If approved by OMB, FMCSA estimated that approximately 80 carriers and 2,500 drivers would provide data in the study to analyze the relationships between detention time and characteristics of carriers, facility locations and driver schedules (appointment times, time of day, day of week, month and season). Another analysis would examine the relationship between detention time and safety outcomes during the shifts following the detention time.

A comment period was opened for 60 days to gather input on whether the study is necessary for the performance of FMCSA's functions, ways for FMCSA to improve the quality, usefulness, and clarity of the collected information and more. The docket received 173 comments, including from several trucking organizations and a number of owner-operators.

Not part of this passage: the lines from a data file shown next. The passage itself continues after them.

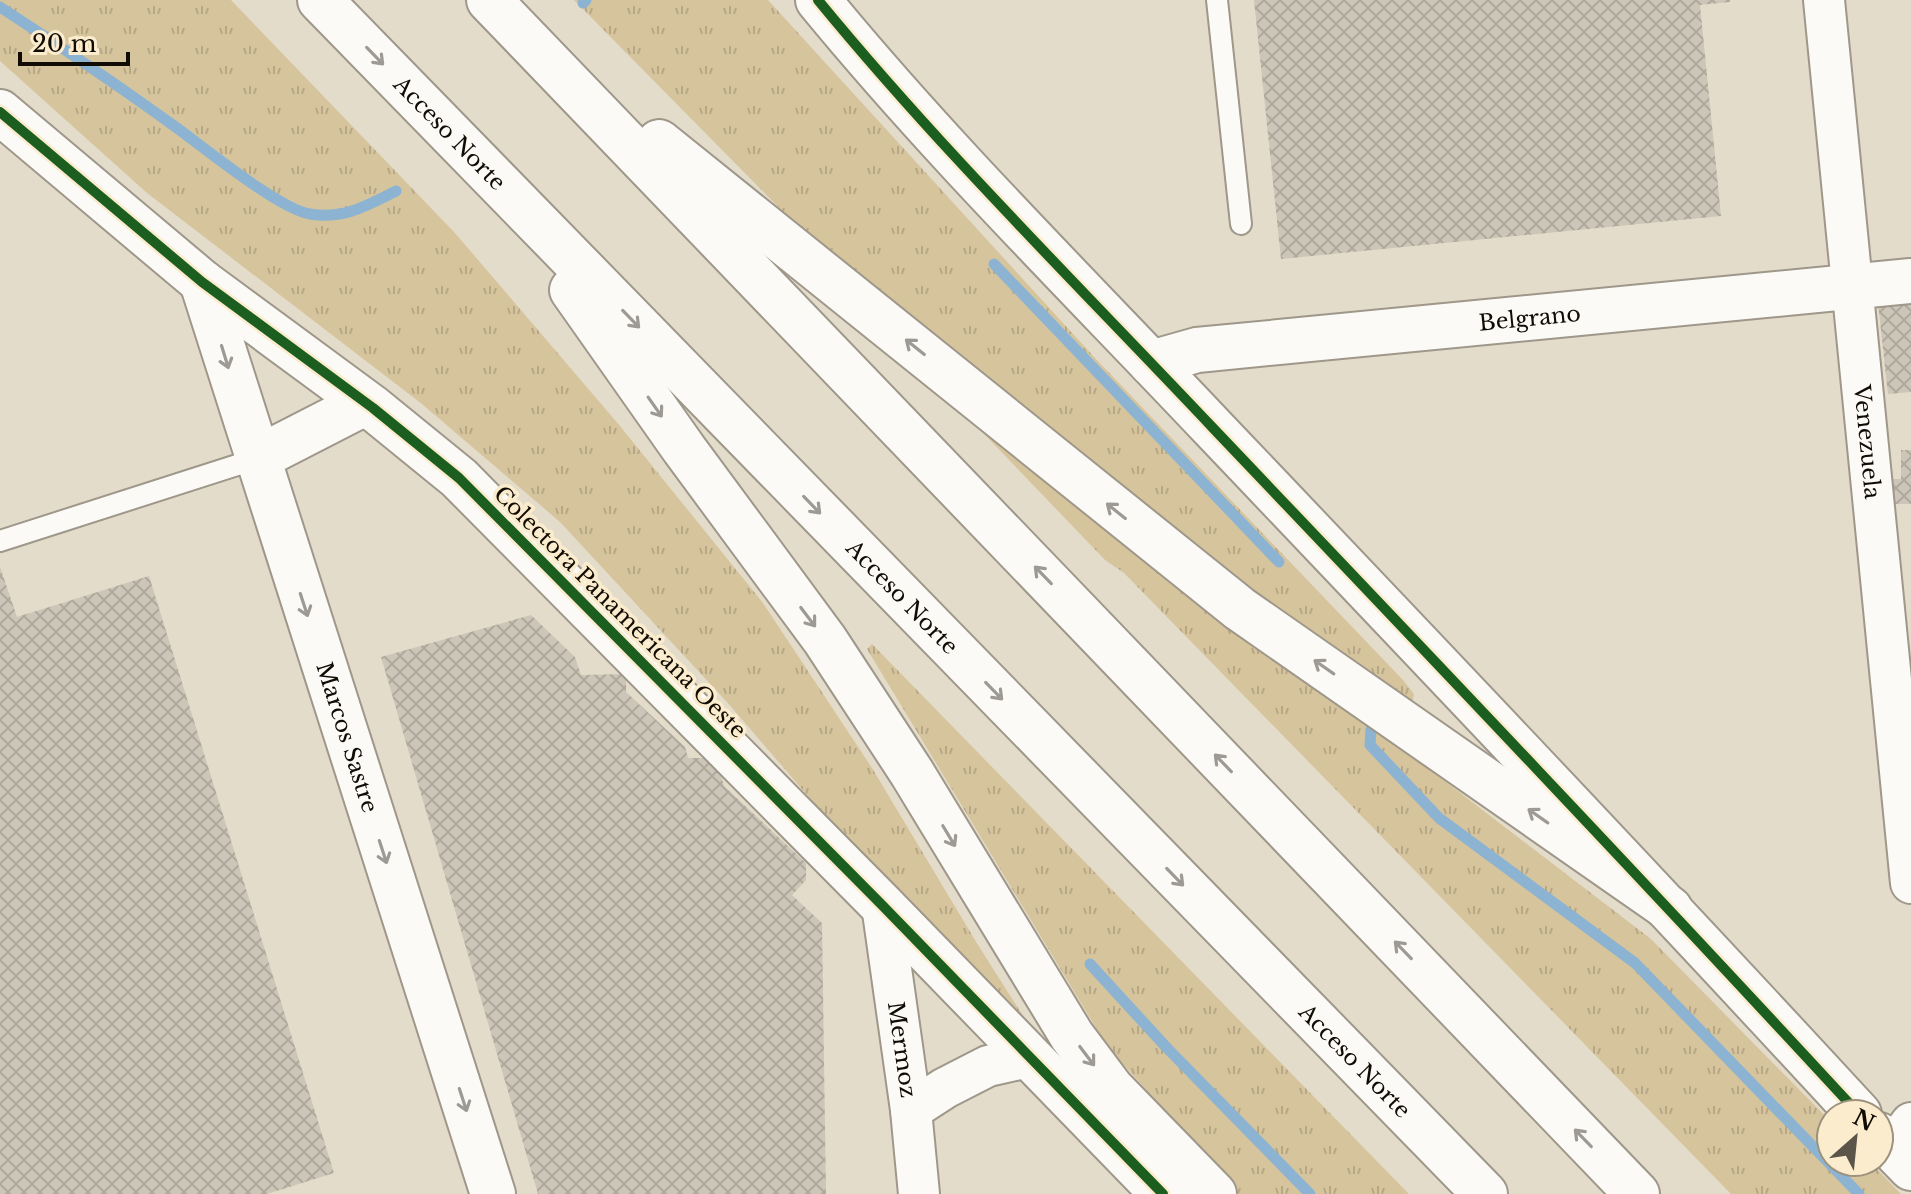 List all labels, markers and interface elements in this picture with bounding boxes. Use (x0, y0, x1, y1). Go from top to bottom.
scale bar (20, 16, 128, 66)
text: 20 m (32, 29, 97, 58)
one-way arrow (365, 46, 384, 66)
street label: Acceso Norte (388, 70, 511, 196)
street label: Belgrano (1478, 300, 1582, 336)
one-way arrow (621, 309, 640, 329)
one-way arrow (905, 338, 925, 356)
one-way arrow (218, 343, 233, 369)
street label: Venezuela (1848, 382, 1887, 501)
one-way arrow (647, 396, 663, 418)
street label: Colectora Panamericana Oeste (488, 480, 752, 744)
one-way arrow (802, 495, 821, 514)
one-way arrow (1107, 502, 1127, 520)
street label: Acceso Norte (840, 534, 964, 660)
one-way arrow (1033, 565, 1052, 585)
one-way arrow (297, 592, 312, 617)
one-way arrow (800, 606, 817, 627)
street label: Marcos Sastre (311, 659, 384, 816)
one-way arrow (1314, 659, 1336, 675)
one-way arrow (984, 681, 1003, 700)
one-way arrow (1214, 754, 1233, 773)
one-way arrow (1527, 808, 1549, 824)
one-way arrow (942, 823, 957, 847)
one-way arrow (377, 839, 392, 864)
one-way arrow (1166, 867, 1185, 887)
one-way arrow (1394, 941, 1413, 960)
street label: Acceso Norte (1293, 997, 1417, 1123)
street label: Mermoz (882, 1000, 923, 1099)
one-way arrow (1078, 1045, 1095, 1066)
one-way arrow (456, 1086, 471, 1112)
north arrow (1815, 1098, 1895, 1178)
text: N (1849, 1104, 1879, 1137)
one-way arrow (1574, 1128, 1593, 1148) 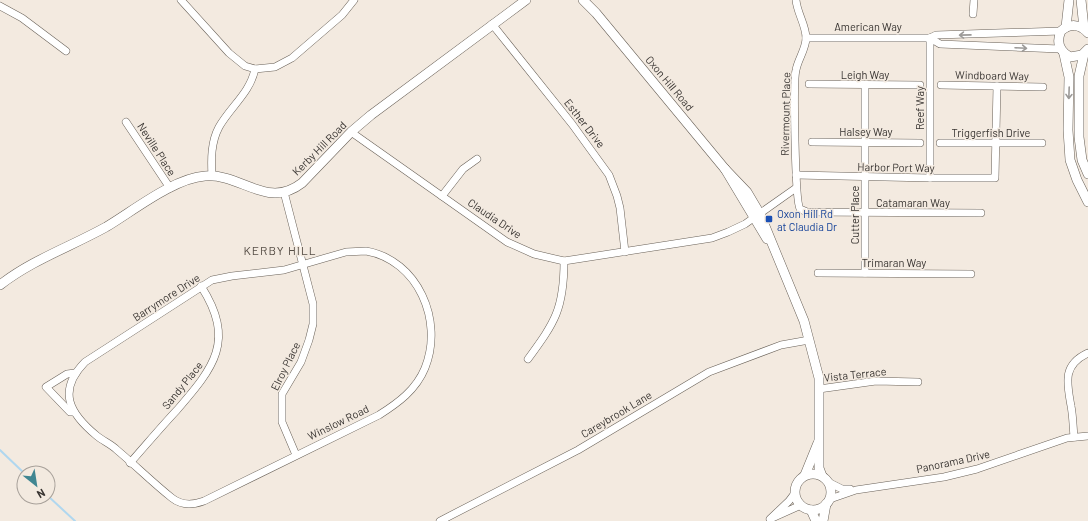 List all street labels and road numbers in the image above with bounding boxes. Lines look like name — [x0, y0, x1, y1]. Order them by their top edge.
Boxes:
street label: American Way — [834, 20, 902, 33]
street label: Oxon Hill Road — [643, 53, 697, 113]
street label: Leigh Way — [841, 68, 889, 81]
street label: Windboard Way — [955, 68, 1029, 82]
street label: Rivermount Place — [778, 72, 792, 156]
street label: Reef Way — [913, 86, 926, 130]
street label: Esther Drive — [562, 96, 608, 150]
street label: Kerby Hill Road — [289, 118, 349, 178]
street label: Neville Place — [135, 120, 179, 178]
street label: Halsey Way — [839, 125, 893, 138]
street label: Triggerfish Drive — [952, 126, 1031, 139]
street label: Harbor Port Way — [857, 160, 935, 174]
street label: Cutter Place — [848, 186, 861, 244]
street label: Claudia Drive — [466, 195, 524, 241]
street label: Catamaran Way — [876, 196, 950, 209]
street label: Trimaran Way — [862, 256, 926, 269]
street label: Barrymore Drive — [130, 270, 202, 324]
street label: Elroy Place — [268, 339, 302, 392]
street label: Sandy Place — [159, 359, 205, 411]
street label: Vista Terrace — [823, 364, 887, 384]
street label: Careybrook Lane — [578, 388, 654, 440]
street label: Winslow Road — [305, 402, 371, 442]
street label: Panorama Drive — [915, 447, 991, 475]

Alpha Drivers Transportation, a Colorado-based owner-operator fleet, argued in its comments that the information collection is unnecessary -- not because detention isn’t a problem, but because the problem has already been recognized in the Biden-Harris Administration Trucking Action Plan. The TAP noted that drivers spend about 40% of their workday waiting to load and unload goods, and that detention is a driver-pay problem.

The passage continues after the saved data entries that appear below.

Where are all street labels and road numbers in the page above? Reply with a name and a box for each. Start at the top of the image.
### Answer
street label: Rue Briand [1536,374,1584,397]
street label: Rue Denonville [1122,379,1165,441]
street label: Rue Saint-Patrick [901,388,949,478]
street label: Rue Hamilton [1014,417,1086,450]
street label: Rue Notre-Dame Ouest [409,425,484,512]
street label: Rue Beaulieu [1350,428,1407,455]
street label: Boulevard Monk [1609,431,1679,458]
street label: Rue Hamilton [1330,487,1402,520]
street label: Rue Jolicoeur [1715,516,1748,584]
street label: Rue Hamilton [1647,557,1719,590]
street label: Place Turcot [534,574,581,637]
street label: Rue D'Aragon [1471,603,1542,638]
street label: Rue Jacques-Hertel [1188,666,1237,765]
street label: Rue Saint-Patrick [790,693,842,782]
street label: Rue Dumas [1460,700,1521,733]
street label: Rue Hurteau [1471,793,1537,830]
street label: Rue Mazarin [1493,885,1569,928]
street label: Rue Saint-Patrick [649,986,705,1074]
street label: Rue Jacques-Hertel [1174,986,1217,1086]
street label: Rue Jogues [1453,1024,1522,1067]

Alpha Drivers said that the real problem lies with carriers that pay by the mile. “The motor carrier industry is the only industry in which a driver works 100 hours per week, shows only 70 hours on the logbook, and gets paid at a 40-hour rate,” the company said. “And yet, FMCSA wonders whether there is a problem with detention? Is this really a question that warrants a lengthy study only to restate the obvious?”

The company noted that it pays its owner-operators on a hybrid time and mileage package to ensure its drivers are paid for any time they spend doing carrier-related functions.